Friday, November 2, 2007

Skye Friday: Primal/Primate Dinner Scene Edition (The Quiet Wino)

1. WOW these videos are great. Won't review the album until I have a full working copy to listen to in headphones.

NANANANANA I GOT A BULLDOZER



Er, anyway.

2. I wanted to discuss further an interesting post over at Zoilus on all things dinner music. Or at least that's the part that I homed in on. Hopefully I won't start commentbombtrolling there all the time by keeping some of my thoughts HERE. (Eh, 50/50 shot.)

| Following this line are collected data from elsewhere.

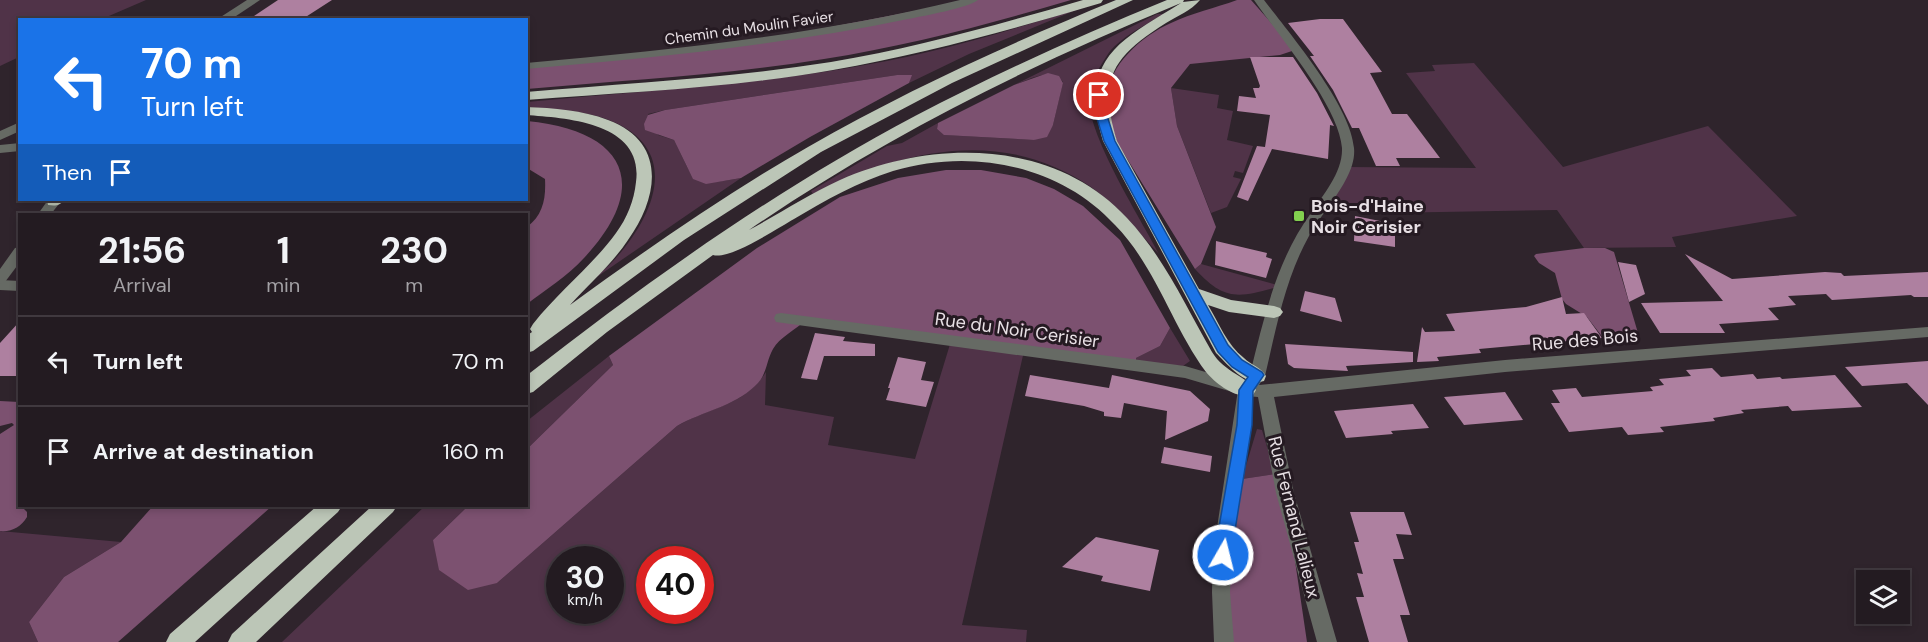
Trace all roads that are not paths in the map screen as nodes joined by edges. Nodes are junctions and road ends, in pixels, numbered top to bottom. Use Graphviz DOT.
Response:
graph roads {
  1 [pos="255,0"];
  2 [pos="974,0"];
  3 [pos="1097,0"];
  4 [pos="1127,0"];
  5 [pos="1178,0"];
  6 [pos="1194,0"];
  7 [pos="1259,0"];
  8 [pos="224,18"];
  9 [pos="528,66"];
  10 [pos="528,96"];
  11 [pos="528,111"];
  12 [pos="18,127"];
  13 [pos="0,136"];
  14 [pos="18,147"];
  15 [pos="0,149"];
  16 [pos="18,254"];
  17 [pos="692,262"];
  18 [pos="0,279"];
  19 [pos="0,285"];
  20 [pos="18,286"];
  21 [pos="1193,293"];
  22 [pos="1274,312"];
  23 [pos="781,318"];
  24 [pos="1928,332"];
  25 [pos="528,345"];
  26 [pos="528,345"];
  27 [pos="528,385"];
  28 [pos="1256,386"];
  29 [pos="330,507"];
  30 [pos="385,507"];
  31 [pos="178,642"];
  32 [pos="240,642"];
  33 [pos="1224,642"];
  34 [pos="1327,642"];
  1 -- 8 [label="street"];
  2 -- 9 [label="street, Chemin du Moulin Favier"];
  3 -- 10 [label="highway"];
  4 -- 25 [label="highway"];
  5 -- 17 [label="highway"];
  6 -- 21 [label="highway"];
  7 -- 22 [label="street, Rue Fernand Lalieux"];
  11 -- 26 [label="highway"];
  12 -- 13 [label="street"];
  14 -- 15 [label="street"];
  16 -- 18 [label="street"];
  17 -- 27 [label="highway"];
  17 -- 28 [label="highway"];
  19 -- 20 [label="street"];
  21 -- 22 [label="highway"];
  21 -- 28 [label="highway"];
  22 -- 28 [label="street, Rue Fernand Lalieux"];
  23 -- 28 [label="street, Rue du Noir Cerisier"];
  24 -- 28 [label="street, Rue des Bois"];
  28 -- 33 [label="street, Rue Fernand Lalieux"];
  28 -- 34 [label="street, Rue Fernand Lalieux"];
  29 -- 31 [label="highway"];
  30 -- 32 [label="highway"];
}
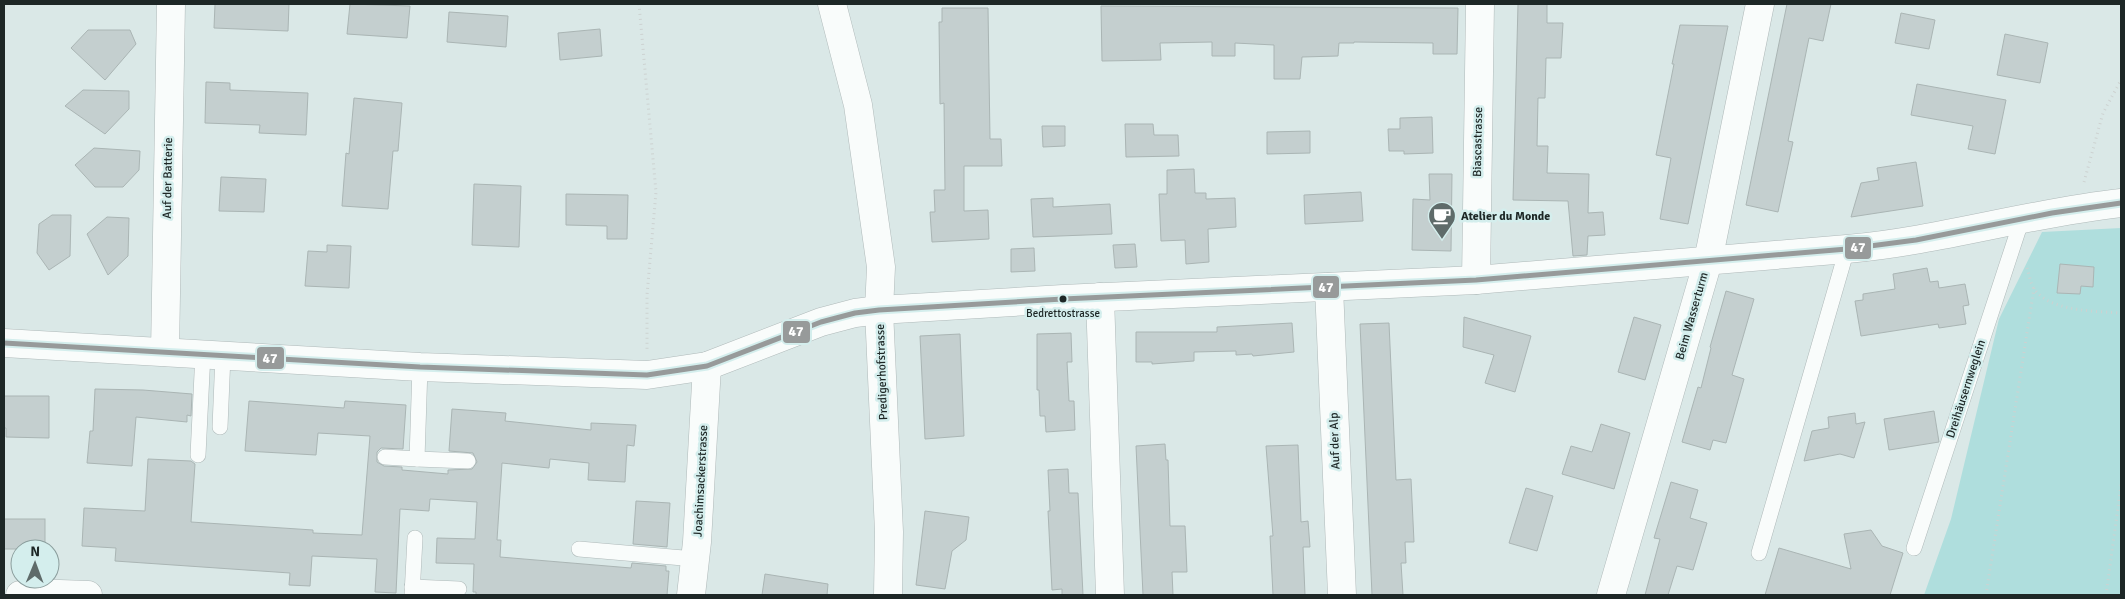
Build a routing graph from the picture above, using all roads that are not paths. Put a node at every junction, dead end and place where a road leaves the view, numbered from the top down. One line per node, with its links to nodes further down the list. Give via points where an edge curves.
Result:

I wanted to flesh out the PRIMAL DINNER SCENE. There's a distinction, I think, between "dinner music" as we might use it for our personal meals (I'd say my favorite dinner albums are Kish Kash by Basement Jaxx and The Incredible Jazz Guitar by Wes Montgomery and the Getz/Gilberto collaboration [EDIT: Gah, I wrote this too fast -- my dad's rec is the Getz/Byrd Jazz Samba collaboration, but both work for dinner music]. Latter two are inherited from my dad. I might use the second two at a dinner party, too, but probably wouldn't use the first one, and wouldn't put it on a list of "dinner music" (not the same as my "My Dinner Music" iTunes playlist, which doesn't exist). My point is, when we use "dinner music," we're usually talking about other people's dinner music, the kind of music we imagine other people might listen to. So the next question I have is, who are these people listening to this dinner music?

One of my favorite Robert Xgau lines, from his Kid A review: "It's dinner music. More claret?"

As I said over at the comments section, interesting to note that this might work with a different type of wine, but it wouldn't work with, say, diet soda. ("More Fanta Fresca?" [dammit, Fresca is funnier, too]).

So there's RULE #1 of the PRIMAL DINNER SCENE: Red wine.

I suppose you could have white wine, too. But definitely wine. No beer, no hard alcohol, no mixed drinks. (Hm, "another mojito?" might work OK.)

RULE #2 of the PRIMAL DINNER SCENE: No one's allowed to shout. "D'ya want s'more wine" is unacceptable. A mild Thurston Howell accent preferable.

RULE #3 of the PRIMAL DINNER SCENE: Soft lighting. Maybe candles, or dimmed lights, or a lovely paper lantern. Mellow. No fluorescents.

So here's the scene, two to six people, drinking red wine, having casual conversation in a softly lit room, listening to _________.

Lends itself to what you might call "just-there" music -- Getz/Gilberto, say. But try a different setting.

Fifteen people at a large wooden picnic table, sun setting, everyone's eating popcorn chicken from a fried chicken place. Drinking diet soda. Listening to _______.

Or: Two people sitting on the rug distractedly watching a DVD compilation of Winsor McCay short animations with the sound off, drinking cheap beer and eating freezer-bagged edamame. Listening to _______.

Sure, there are clear musical cues in there (needs to be soft, not too obtrusive, etc.), but there are social ones, too. And I think if we figure out which ones fit "dinner music," we get a better idea of who it is we're avoiding when we use the phrase in its ambiguously pejorative sense. (I.e., "it's dinner music -- more claret?"; used in a positive review with dismissive connotations.)

We are avoiding WINE DRINKERS. We are avoiding QUIET TALKERS, or perhaps THURSTON HOWELLISH TALKERS. We're avoiding SOFT LIGHTING. Comfort, a sense of conventional refinement -- the "Finer Things Club" from last night's episode of "The Office." "Good Taste" from Frank's column last week. Whose good taste? Quiet winos!

So New College Rock is in a somewhat tricky place between College-type Boxed Wino and the Quiet Wino, the Good Taste Wino. Maybe the middle ground is the Starbucks Wino. Unfortunately this doesn't really follow in a clean syllogsim:

Quiet winos could play this during their dinner.
I do not wish to associate with the quiet winos.
Therefore, I should not associate with this music.

Well, for one thing, if indie's audience is predominantly middle class (still not sure about this, or at least not sure about where/how "middle class" fits into an audience equation) they're most likely to be quiet winos, right? I mean, I'm sort of one, except I drink diet soda. I enjoy quiet dinners, quiet dinner ambiance. Only difference is that I consider Basement Jaxx to be as conducive to quiet dinner ambiance as, uh, Kind of Blue. If the quiet winos are us then everything we listen to becomes dinner music. (And the question might not be, "what's wrong with dinner music," but "what's wrong with being a quiet wino"? Answers: because it's too fucking quiet, because I don't want to be associated with wine, I want to be associated with chocolate milk, because soft lights are irritating and besides these bulbs are like energy efficient even though they're really bright and kind of make my brain hurt, and they last like fifty years! Maybe "soft lighting" is on its way out of the rulebook.)